С учетом того, что на Северном Кавказе практика ЧП уже отработана и создана законодательная база, которая позволяет ей пользоваться, следует по мере роста социальной, экономической и межнациональной напряженности ожидать ее распространения на всю территорию России. Однако пока это происходит редко и вызывает острую реакцию — как, например, «ночь длинных ковшей» в Москве. Открытому использованию ЧП власти предпочитают все более тотальное использование «парадигмы безопасности», что позволяет в достаточной пока степени расширять границы контроля.
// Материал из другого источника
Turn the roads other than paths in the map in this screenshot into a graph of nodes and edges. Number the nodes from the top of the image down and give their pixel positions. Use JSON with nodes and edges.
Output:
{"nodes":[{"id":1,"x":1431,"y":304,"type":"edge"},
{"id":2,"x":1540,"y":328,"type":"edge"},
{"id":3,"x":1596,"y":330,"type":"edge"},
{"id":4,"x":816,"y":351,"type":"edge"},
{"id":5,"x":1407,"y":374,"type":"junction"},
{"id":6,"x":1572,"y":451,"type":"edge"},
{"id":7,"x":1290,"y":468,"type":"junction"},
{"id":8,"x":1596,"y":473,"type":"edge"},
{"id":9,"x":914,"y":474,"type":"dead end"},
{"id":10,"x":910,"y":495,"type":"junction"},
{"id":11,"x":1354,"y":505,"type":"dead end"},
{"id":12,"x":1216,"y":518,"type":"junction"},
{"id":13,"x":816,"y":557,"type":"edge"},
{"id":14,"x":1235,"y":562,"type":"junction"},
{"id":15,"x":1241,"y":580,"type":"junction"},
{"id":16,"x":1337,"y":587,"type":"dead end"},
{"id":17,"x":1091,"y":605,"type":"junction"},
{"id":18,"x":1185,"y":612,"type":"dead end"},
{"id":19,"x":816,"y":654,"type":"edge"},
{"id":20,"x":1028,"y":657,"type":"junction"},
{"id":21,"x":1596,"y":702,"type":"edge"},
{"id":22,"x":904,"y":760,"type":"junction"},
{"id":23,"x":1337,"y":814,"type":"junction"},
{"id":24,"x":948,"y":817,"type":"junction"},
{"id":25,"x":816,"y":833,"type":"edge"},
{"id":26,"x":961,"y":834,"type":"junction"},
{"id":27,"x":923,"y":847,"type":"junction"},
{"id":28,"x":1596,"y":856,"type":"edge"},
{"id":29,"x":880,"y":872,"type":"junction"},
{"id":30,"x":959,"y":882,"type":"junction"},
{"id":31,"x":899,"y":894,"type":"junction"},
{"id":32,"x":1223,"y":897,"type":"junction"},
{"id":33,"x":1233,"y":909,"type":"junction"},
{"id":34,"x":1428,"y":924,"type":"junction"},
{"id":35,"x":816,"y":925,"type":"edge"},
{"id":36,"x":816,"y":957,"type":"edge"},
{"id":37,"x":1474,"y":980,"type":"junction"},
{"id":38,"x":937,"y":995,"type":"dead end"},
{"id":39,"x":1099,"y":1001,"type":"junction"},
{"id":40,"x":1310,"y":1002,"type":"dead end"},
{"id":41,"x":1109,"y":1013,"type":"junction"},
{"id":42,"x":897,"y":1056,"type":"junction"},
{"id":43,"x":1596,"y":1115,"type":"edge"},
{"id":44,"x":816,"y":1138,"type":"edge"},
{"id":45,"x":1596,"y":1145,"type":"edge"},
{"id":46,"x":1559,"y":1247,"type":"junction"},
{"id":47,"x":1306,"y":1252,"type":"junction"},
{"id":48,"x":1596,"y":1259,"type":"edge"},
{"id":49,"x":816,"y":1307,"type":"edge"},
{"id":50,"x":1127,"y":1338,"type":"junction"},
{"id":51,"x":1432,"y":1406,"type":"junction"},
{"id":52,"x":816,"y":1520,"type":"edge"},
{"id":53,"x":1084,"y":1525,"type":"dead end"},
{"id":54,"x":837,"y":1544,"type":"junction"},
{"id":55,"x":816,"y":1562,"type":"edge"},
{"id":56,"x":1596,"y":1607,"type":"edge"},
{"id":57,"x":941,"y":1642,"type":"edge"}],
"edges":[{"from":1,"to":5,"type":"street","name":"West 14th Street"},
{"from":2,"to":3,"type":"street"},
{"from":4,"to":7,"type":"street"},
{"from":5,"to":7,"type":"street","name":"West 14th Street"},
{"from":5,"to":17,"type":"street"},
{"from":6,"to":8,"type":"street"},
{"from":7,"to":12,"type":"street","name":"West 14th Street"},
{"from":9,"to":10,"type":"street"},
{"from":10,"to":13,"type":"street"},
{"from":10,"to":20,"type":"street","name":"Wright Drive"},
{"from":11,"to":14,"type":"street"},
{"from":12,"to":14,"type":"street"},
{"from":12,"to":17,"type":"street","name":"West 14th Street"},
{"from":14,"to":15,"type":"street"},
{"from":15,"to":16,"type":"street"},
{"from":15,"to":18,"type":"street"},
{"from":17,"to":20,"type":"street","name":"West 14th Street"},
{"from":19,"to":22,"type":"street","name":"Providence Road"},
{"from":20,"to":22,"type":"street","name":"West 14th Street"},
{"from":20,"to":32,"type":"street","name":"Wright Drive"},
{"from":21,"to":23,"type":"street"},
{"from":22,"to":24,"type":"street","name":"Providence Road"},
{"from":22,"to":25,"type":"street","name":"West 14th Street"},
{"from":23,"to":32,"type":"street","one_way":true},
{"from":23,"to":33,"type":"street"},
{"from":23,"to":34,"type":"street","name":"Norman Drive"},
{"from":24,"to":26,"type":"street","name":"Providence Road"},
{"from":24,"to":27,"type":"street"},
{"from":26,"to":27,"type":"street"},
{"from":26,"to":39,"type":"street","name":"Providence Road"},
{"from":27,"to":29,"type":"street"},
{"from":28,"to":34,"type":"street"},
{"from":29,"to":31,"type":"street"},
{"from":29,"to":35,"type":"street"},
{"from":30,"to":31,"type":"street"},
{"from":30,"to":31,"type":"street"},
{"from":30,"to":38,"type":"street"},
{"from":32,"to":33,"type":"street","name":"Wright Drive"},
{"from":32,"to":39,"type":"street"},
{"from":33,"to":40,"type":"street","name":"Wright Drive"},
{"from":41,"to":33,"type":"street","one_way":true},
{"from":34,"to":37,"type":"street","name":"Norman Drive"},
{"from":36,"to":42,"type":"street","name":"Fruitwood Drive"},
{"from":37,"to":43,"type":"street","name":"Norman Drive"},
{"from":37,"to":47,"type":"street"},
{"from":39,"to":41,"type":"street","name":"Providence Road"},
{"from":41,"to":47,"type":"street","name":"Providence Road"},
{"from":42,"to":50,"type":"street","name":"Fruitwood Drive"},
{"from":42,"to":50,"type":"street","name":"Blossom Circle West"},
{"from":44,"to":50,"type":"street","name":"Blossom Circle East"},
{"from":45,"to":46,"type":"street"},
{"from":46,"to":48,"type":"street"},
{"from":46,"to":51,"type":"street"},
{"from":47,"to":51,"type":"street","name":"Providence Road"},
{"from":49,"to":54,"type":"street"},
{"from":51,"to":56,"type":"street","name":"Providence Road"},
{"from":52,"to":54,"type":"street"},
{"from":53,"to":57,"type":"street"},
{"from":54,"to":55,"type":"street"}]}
Разумеется, этот контроль давно уже перешел точку конфликта с частными свободами, но российское общество еще этого не осознало, или это пока его не очень волнует. Наступление проводится практически во всех сферах: в рамках «борьбы с терроризмом» банки получили право блокировать счета, осуществляющие подозрительные, с их точки зрения, транзакции, для обработки сигнала камер наблюдения используется программный комплекс с функцией распознавания лиц, рамки металлоискателей появились уже чуть ли не на входах в киоски, не говоря уже о метро, где «сотрудник службы безопасности» метрополитена может попросить вас пройти досмотр —
Сфера контроля постоянно расширяется — в этом суть работы парадигмы безопасности. Но, как однажды написал Барри Бьюзан, проблема в том, что безопасности, как и контроля, не может быть достаточно. Однако естественный потолок для технической реализации такого подхода в России уже близок — возникающие проекты дополнительных мер безопасности неизбежно будут натыкаться на недостаток ресурсов, денег или кадров. Собственно, с этим уже столкнулся тот же проект поправок Яровой, который так и не был реализован. Сможет ли Россия вообще найти столько ресурсов, чтобы создать и поддерживать аналог «великого китайского фаервола», — большой вопрос. Именно поэтому стоит ожидать, вероятно, все большего применения ЧП, ведь это требует меньше затрат, а главное — более понятно и привычно. В конце концов, пресловутое «ручное управление», когда президент после прямого обращения на «горячей линии» в прямом эфире приказывает починить какую-то детскую площадку в Подмосковье, или оказать медицинскую помощь, — тоже не что иное, как одна из практик ЧП. Эта демонстрация того, что без чрезвычайных мер не решаются даже такие вопросы, — очень странная идея для политического шоу, но только не в России. В итоге остается сообщить лишь одно — чрезвычайное положение не может решать проблемы, оно только заставляет молчать недовольных и откладывает решение до момента, пока пар не разорвет котел. Случится ли это в России вновь, мы рано или поздно увидим.